Taxes are due in less than a week – it’s officially crunch time! If you haven’t already done so, it’s time to gather up those documents, give your accountant (if you have one) a call and crunch those numbers.
If you’re a senior, you’ve got even more work cut out for you – there are a number of tax credits available to you that can potentially save you thousands of dollars – if you know where to look.
Always Consider Your Tax Credits
Some may be hesitant to claim certain types of tax credits, or don’t realize that they can apply to them. A good example of this was recently published in the Toronto Star, when a writer shared that her father refused to claim credits while her mother was still alive, even though she was eligible for disability tax credits due to loss of eyesight and dementia. Once the writer became responsible for her father’s finances, she revisited the credits – and after refiling, netted a $7,200 cheque for her dad.
Do You Qualify For Tax Credits?
If you or your loved one suffers from a disability of sorts you may be eligible for tax credits too. According to the T2201 Tax Form under the line that needs to be filled in by a physician, “The effects of your patient’s impairment must be those which, even with therapy and the use of appropriate devices and medication, cause your patient to be restricted all or substantially all of the time.”
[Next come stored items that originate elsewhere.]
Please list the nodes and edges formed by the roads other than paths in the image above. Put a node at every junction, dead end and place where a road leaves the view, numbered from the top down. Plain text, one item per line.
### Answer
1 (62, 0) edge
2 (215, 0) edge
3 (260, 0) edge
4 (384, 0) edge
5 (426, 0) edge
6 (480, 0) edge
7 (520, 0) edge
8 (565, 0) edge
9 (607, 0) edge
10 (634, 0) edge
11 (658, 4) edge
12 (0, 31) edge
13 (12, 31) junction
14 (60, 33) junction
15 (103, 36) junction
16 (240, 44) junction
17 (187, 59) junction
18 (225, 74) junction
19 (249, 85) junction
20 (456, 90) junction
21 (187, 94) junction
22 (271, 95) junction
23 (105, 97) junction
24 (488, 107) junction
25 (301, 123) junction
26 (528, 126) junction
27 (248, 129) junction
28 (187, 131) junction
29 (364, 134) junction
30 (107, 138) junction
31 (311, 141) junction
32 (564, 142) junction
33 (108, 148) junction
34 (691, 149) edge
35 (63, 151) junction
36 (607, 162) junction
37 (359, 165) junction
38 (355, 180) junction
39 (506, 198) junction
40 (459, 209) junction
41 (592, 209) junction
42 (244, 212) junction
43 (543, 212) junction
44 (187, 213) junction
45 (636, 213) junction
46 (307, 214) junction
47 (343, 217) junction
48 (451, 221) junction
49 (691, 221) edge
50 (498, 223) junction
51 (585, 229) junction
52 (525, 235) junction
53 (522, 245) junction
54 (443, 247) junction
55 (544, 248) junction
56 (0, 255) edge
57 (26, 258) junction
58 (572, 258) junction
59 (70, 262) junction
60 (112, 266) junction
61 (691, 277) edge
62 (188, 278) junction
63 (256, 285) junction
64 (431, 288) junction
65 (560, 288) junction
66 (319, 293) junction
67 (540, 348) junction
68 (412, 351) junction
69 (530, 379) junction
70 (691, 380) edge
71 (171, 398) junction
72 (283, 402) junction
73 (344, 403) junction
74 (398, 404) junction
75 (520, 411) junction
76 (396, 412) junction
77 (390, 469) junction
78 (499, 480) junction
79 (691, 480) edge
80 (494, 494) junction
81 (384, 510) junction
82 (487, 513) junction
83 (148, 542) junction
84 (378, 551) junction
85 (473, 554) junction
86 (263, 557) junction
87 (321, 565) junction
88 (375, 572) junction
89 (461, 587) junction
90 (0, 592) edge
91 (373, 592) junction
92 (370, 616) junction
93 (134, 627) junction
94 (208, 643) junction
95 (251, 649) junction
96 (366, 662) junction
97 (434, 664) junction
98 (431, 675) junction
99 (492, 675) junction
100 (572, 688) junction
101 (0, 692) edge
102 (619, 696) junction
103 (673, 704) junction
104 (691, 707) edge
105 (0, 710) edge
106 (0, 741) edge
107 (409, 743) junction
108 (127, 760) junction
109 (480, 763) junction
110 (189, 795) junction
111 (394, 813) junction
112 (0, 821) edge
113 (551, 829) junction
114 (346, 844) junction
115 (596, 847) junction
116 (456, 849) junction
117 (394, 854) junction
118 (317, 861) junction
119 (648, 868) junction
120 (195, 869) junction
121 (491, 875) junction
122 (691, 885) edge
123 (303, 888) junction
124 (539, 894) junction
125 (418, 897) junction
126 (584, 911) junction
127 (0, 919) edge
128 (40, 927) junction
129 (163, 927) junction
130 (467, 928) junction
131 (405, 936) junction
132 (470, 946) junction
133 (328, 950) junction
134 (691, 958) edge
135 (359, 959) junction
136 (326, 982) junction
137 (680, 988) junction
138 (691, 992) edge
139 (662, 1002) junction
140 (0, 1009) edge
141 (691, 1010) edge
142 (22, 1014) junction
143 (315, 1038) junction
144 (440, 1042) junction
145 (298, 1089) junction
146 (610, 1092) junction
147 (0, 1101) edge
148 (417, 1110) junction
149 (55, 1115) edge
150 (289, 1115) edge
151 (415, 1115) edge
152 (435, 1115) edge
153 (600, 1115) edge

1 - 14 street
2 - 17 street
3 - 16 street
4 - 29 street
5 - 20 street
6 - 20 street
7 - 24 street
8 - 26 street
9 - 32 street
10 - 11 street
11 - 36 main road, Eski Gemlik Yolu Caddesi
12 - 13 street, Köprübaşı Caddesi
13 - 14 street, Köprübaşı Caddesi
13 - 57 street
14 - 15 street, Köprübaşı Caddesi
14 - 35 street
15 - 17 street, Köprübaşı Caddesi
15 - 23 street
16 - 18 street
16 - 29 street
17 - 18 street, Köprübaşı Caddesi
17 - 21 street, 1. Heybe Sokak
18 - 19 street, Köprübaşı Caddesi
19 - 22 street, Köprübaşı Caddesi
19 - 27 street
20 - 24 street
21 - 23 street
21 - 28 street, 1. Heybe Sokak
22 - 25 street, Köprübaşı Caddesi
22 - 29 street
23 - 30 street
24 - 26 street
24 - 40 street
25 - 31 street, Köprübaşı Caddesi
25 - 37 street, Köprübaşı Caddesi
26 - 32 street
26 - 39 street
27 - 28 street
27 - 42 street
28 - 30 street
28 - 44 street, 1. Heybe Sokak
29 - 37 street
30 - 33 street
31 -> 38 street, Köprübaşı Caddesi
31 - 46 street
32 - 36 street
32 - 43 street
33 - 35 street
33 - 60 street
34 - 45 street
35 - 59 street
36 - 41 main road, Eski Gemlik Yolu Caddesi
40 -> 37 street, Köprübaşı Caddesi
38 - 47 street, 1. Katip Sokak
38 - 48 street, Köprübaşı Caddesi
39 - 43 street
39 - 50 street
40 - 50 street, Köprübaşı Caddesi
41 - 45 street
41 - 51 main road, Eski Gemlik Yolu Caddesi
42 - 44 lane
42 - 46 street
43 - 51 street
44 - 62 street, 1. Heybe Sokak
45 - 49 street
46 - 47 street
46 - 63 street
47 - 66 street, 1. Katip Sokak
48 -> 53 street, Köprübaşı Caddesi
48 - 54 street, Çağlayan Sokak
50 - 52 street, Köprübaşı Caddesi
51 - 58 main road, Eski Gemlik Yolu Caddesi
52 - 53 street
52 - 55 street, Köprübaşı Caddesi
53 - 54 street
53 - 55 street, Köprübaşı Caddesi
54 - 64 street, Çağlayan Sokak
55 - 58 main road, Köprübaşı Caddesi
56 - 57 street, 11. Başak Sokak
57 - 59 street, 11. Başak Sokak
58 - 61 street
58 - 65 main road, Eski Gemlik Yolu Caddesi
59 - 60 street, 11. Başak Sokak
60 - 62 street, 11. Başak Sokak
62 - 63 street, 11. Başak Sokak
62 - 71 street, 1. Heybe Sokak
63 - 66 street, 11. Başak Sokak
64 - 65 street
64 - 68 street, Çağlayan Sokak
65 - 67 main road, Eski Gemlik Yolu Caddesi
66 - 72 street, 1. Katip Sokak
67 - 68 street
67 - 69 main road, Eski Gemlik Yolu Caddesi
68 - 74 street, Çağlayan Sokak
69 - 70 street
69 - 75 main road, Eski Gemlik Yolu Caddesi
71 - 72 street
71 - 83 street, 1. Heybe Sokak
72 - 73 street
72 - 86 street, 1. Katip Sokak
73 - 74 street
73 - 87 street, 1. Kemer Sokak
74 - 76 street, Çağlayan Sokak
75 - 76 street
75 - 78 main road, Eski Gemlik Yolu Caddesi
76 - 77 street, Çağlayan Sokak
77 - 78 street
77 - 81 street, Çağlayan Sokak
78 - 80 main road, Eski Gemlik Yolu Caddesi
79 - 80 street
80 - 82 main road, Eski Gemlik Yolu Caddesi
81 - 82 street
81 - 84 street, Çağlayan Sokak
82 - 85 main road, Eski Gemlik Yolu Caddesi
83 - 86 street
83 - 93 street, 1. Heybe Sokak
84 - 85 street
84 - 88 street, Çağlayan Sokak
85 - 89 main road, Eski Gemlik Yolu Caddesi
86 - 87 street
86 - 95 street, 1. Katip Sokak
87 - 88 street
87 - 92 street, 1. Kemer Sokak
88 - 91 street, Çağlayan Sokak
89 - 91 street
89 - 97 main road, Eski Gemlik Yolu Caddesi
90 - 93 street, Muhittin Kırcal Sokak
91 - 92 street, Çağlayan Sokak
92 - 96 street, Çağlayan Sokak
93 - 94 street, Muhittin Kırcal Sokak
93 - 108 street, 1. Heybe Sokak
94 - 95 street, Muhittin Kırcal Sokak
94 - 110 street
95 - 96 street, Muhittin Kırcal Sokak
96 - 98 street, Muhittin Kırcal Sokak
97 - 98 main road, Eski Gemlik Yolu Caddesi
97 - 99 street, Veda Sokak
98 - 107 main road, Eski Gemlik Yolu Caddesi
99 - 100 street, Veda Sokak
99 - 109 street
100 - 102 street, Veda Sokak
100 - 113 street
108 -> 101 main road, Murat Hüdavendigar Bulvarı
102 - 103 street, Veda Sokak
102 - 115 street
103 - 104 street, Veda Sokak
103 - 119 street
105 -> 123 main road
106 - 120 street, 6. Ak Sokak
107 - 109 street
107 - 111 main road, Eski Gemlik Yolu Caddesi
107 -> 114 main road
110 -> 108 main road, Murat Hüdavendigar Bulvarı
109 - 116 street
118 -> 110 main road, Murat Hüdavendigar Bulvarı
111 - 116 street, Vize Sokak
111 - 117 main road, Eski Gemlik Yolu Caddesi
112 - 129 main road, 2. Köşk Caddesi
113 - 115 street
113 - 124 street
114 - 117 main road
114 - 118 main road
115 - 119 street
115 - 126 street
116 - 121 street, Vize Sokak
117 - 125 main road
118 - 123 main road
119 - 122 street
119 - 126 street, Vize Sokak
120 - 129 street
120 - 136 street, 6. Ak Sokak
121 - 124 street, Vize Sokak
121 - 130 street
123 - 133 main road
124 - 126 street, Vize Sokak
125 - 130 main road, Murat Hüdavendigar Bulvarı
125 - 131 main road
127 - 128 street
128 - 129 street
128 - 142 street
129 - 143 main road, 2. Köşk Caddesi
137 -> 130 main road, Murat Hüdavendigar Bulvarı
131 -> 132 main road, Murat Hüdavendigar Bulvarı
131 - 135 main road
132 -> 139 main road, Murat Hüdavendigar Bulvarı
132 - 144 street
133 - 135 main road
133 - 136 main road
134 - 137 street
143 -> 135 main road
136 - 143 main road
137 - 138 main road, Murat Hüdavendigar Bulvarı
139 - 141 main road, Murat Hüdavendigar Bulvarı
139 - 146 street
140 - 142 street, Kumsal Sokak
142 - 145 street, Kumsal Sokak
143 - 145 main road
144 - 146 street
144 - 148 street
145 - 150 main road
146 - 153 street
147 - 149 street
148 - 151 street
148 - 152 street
In order to meet eligibility requirements, the applicant must fall into one or more of these Canada Revenue Agency categories:
- Markedly restricted in a basic activity of daily living (such as hearing or mobility)
- Life sustaining therapy (such as kidney dialysis)
- The cumulative effect of significant restrictions (two or more significant restrictions which don’t, on their own, meet the criteria for markedly restricted)
Are You Paying More Than You Need To?
Those considering withdrawing funds from the RRSPs can also face a large bill after filing their return – but this can be avoided by opting into taxation from the start. Having tax withheld can make it more management to deal with losses from the taxed amount, rather than shelling out after filing a return – and avoid costly fees if the taxed amount is too high for prompt payment.
Another method seniors may use to lower their tax bills is income splitting, which allows partners to share income from pensions and annuities, resulting in a lower tax bracket. According to the Canadian Revenue Agency, to qualify, you must be married (or common law) in the year of taxation, both be Canadian residents and received pension income in the year that qualifies for the pension income amount.